Mesmo dentro do catolicismo, outras formas de pagamento de promessa foram espontaneamente surgindo nos últimos anos, de modo especial com o advento da internet e que hoje ainda não foram classificadas. A prática religiosa dos ex-votos se renova e se adapta constantemente, este movimento ancestral está no senso religioso do ser humano, em nosso imaginário.
Como elaborar uma atualização tipológica dos ex-votos, incluindo não só as novas formas de pagamento de promessas provenientes do catolicismo popular, mas também as práticas de agradecimento por um milagre alcançado em outras expressões religiosas?
Metodologia
A trajetória metodológica adotada neste artigo constou de dois pilares: o primeiro foi a pesquisa bibliográfica, o segundo, o inventário, metodologia já estabelecida no campo da Folkcomunicação relacionada a pesquisas que têm como objeto os ex-votos.

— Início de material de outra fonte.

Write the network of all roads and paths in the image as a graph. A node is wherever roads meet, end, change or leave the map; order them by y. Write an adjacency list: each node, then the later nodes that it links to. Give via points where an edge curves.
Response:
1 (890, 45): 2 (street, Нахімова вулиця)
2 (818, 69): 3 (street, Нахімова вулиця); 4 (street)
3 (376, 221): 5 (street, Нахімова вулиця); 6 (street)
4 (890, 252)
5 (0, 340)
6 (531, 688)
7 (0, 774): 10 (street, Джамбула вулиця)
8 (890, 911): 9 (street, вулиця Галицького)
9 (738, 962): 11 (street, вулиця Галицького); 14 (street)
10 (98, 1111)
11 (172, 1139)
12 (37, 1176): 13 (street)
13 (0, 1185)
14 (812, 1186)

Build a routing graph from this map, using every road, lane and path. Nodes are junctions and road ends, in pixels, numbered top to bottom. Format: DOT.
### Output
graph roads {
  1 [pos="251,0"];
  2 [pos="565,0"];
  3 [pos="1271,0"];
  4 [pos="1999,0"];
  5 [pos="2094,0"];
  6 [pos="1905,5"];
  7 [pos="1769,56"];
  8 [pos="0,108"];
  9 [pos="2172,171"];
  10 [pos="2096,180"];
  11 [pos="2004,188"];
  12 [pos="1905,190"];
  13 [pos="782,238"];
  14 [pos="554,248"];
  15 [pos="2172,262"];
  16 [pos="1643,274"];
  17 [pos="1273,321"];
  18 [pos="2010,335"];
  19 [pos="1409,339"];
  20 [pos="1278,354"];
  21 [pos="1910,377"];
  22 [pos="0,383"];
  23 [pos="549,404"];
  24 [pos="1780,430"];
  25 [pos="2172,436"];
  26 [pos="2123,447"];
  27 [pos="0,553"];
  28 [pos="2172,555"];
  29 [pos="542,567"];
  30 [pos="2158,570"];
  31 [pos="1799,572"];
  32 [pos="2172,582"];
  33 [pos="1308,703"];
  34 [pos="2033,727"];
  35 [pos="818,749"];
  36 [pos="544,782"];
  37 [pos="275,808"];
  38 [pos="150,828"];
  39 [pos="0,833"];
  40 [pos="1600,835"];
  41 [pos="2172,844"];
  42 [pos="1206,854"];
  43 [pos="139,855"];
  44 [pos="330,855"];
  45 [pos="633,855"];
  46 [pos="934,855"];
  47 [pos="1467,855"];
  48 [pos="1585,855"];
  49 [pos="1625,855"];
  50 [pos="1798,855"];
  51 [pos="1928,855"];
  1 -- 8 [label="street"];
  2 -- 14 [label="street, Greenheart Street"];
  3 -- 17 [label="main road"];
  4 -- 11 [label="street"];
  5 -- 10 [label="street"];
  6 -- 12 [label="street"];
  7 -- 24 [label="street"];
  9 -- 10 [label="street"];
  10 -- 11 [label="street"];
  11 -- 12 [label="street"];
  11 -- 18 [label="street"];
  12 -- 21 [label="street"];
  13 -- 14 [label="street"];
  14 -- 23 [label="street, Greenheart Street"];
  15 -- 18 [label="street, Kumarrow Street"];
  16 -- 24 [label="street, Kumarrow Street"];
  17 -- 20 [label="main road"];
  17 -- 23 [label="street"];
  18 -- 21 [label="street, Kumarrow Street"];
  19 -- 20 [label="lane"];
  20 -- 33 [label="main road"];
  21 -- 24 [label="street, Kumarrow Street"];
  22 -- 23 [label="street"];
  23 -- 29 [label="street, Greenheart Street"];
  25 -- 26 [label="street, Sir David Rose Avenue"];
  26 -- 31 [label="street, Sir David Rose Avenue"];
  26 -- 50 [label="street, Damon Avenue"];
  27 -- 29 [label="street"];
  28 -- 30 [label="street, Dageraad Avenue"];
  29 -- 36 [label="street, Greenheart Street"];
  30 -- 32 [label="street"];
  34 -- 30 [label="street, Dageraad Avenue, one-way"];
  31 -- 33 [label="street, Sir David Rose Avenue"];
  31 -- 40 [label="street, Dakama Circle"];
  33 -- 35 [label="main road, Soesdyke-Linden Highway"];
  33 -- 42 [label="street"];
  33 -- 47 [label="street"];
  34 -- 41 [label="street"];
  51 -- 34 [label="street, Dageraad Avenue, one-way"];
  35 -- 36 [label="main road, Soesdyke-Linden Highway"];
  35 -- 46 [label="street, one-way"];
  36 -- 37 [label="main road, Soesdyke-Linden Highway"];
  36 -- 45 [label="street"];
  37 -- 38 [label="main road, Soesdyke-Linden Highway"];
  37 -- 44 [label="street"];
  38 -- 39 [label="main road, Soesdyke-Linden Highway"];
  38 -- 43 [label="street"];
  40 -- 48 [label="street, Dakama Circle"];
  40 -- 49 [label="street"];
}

Como fizemos o inventário?
José Marques de Melo, sugere como método de estudos dos ex-votos o inventário: “inventariar todas as peças incorporadas ao acervo do núcleo de devoção [...] o ideal é inventariar todas as peças expostas.” (MARQUES DE MELO, 2010, p. 105).
Os autores Silvia Regina da Mota Rocha e Carlos Xavier de Azevedo Netto, ambos da Universidade federal da Paraíba em artigo sobre o Inventário do Patrimônio Religioso da Paraíba, escrevem sobre os dois eixos da pesquisa tendo por base o inventário:
"No que concerne ao modelo conceitual do Inventário, o primeiro eixo de sua conceituação refere-se à forma na qual está estruturada suas duas categorias macro: que possibilitarão categorizações geral e específica do objeto em inventariação, respectivamente, configuradas da seguinte forma: - Como categorias macro temos: categorização geral; e categorização específica; - Como categorias subsequentes ou complementares temos: informação contextual; informação suporte e artística; informação semântica; e informação histórica e documental. O segundo eixo de conceituação refere-se aos desdobramentos das categorias subsequentes ou complementares configurados em diversas tipologias ou campos para registro de informação especializada de diversas áreas de conhecimento: Ciência da Informação, Biblioteconomia, História, Estética, Restauração e Conservação e Teologia. Portanto, os campos ou categorias indexais para registro de informação especializada que compõem a ficha de inventário não apresentam relação hierarquizada, mas de complementariedade, com vistas à qualificação dos bens culturais móveis e integrados religiosos." (ROCHA; NETTO, 2012, p. 13).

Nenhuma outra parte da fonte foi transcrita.